My husband turns 40 this week. He’s not thrilled about his milestone four decades of life. I think he feels kind of old, lost his youth, you know. If he drives up in a convertible and I have to put up with ten years of a midlife crisis, I’m not sure what I’ll do. Go along for the ride? As long as there isn’t a blonde in the passenger seat, I think I can handle a little change.

I’ve just never cared much about age. Forty doesn’t scare me, but I’m not quite there yet either. I still have two years (one and a half) until I say good-bye to my thirties, and they’ve been really good to me. Maybe by then I will be a weepy, wrinkly, achy mess.

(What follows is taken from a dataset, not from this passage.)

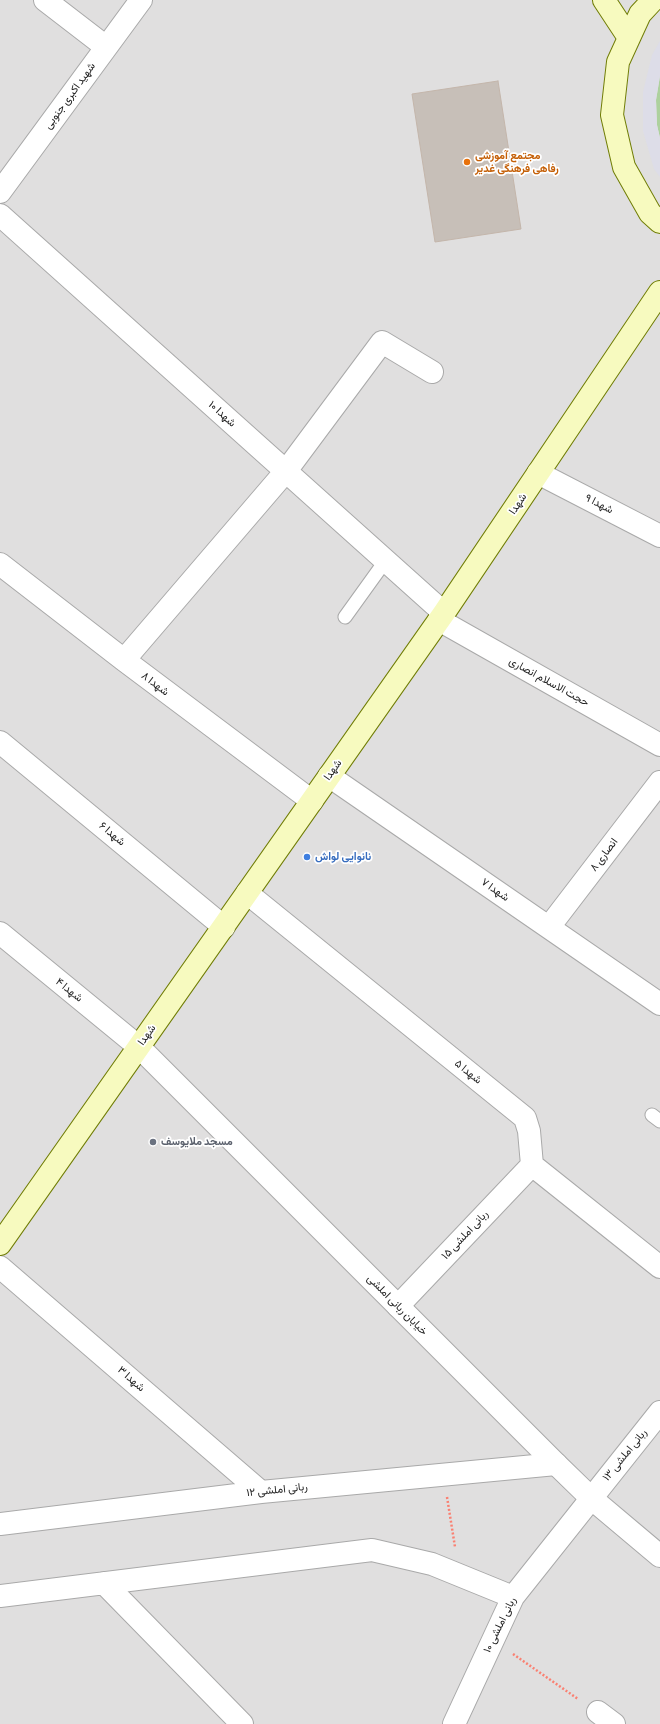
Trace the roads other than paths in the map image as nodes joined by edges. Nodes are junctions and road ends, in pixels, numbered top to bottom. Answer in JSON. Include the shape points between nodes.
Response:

For most of my adult life, I haven’t been able to remember my age. Twenty-something. Twenty-three, no seven? After I was legal, I really didn’t care. Now that I have kids who can speak and who are good in math, they don’t let me forget. “No, you’re 38.”turning 40

I think having kids helps me maintain a youthful spirit. When you play chase in the yard, pretend you’re Padme Amidala, immerse yourself in dolls and Harry Potter, and hear fart talk 24/7, it rubs off on you. My dad always says, “You’re as old as you feel,” and I agree. I look forward to a Diary of a Wimpy Kid or Little House book as much as my kids do. I let my spirit decide my age. The actual number can’t get me down.

But seeing my husband as he approaches 40, living with someone almost as youthful as I am who plays with the kids and lives this same life, I’m starting to see his perspective. I’m starting to get it, to feel it.

My mind may still feel young but my body is aging whether I want it to or not. Every winter now, my joints swell and ache. My fingers become stiff and the morning cold greets my body with a shock of reality. I’m sure it’s arthritis but I don’t want to take a multi-pill regimen every day. I’m too young for a day-of-the-week pill pack.

My eyes deceive me. For the rest of my life, I will always hear the story of the time I pointed up to the tree at the zoo and told my kids to look at the pretty bird. It happened to be a red panda, and I happened to be the butt of many jokes that day.

I fall asleep on the couch on Friday nights mouth gaping, tongue lolling, and mumble “I’m awake” from time to time. I’m cold from August through June. I always need a lap blanket because it’s so darn chilly. As I sweep the hair off the bathroom floor every morning, I wonder who will go bald first—my husband or me. It looks like we’re both regular contributors.

I hope once 40 passes, it will be just another number to my husband, to me. I hope it won’t crush my spirit, and loud music and Star Wars will always be fun. I hope my husband and I get a second wind and embarrass our teenagers by staying out late, holding hands, and partying too much.

But regardless of what we do, how old we really are, and what time we go to bed, I’m glad we spend all of our birthdays together. It will lessen the sting when 90 approaches.